Stored data:
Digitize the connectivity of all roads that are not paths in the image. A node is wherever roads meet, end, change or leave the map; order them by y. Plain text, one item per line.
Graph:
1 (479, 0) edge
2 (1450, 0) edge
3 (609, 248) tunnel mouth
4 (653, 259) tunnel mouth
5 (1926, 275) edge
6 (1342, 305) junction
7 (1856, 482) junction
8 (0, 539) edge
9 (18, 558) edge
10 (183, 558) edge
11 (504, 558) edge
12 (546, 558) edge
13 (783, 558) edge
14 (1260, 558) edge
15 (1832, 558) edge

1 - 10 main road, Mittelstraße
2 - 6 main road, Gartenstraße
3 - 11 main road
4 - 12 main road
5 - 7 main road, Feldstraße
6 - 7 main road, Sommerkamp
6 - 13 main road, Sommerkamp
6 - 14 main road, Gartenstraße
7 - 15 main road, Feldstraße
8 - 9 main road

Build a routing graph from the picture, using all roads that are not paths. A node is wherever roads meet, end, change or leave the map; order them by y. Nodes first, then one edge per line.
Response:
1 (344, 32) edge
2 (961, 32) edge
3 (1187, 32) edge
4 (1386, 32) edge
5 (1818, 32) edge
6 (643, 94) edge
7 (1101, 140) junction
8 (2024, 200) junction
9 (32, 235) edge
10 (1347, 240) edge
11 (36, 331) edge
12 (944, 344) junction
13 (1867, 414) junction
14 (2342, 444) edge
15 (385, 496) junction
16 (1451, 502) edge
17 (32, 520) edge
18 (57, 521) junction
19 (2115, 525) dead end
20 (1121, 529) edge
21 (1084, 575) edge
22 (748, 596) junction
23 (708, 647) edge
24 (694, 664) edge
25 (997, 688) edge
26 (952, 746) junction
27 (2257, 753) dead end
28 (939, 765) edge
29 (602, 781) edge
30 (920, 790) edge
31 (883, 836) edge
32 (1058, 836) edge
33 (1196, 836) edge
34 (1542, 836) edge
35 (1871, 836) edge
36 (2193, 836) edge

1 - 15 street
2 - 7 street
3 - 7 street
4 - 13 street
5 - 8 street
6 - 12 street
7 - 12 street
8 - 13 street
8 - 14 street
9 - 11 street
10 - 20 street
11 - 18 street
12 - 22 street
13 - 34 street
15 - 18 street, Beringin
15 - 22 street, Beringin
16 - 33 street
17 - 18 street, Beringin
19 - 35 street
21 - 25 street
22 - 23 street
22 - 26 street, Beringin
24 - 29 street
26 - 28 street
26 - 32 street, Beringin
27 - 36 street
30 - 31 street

Description of the task = From the entries above, extract every line where the word "that" appears.

The answer =
Digitize the connectivity of all roads that are not paths in the image. A node is wherever roads meet, end, change or leave the map; order them by y. Plain text, one item per line.
Build a routing graph from the picture, using all roads that are not paths. A node is wherever roads meet, end, change or leave the map; order them by y. Nodes first, then one edge per line.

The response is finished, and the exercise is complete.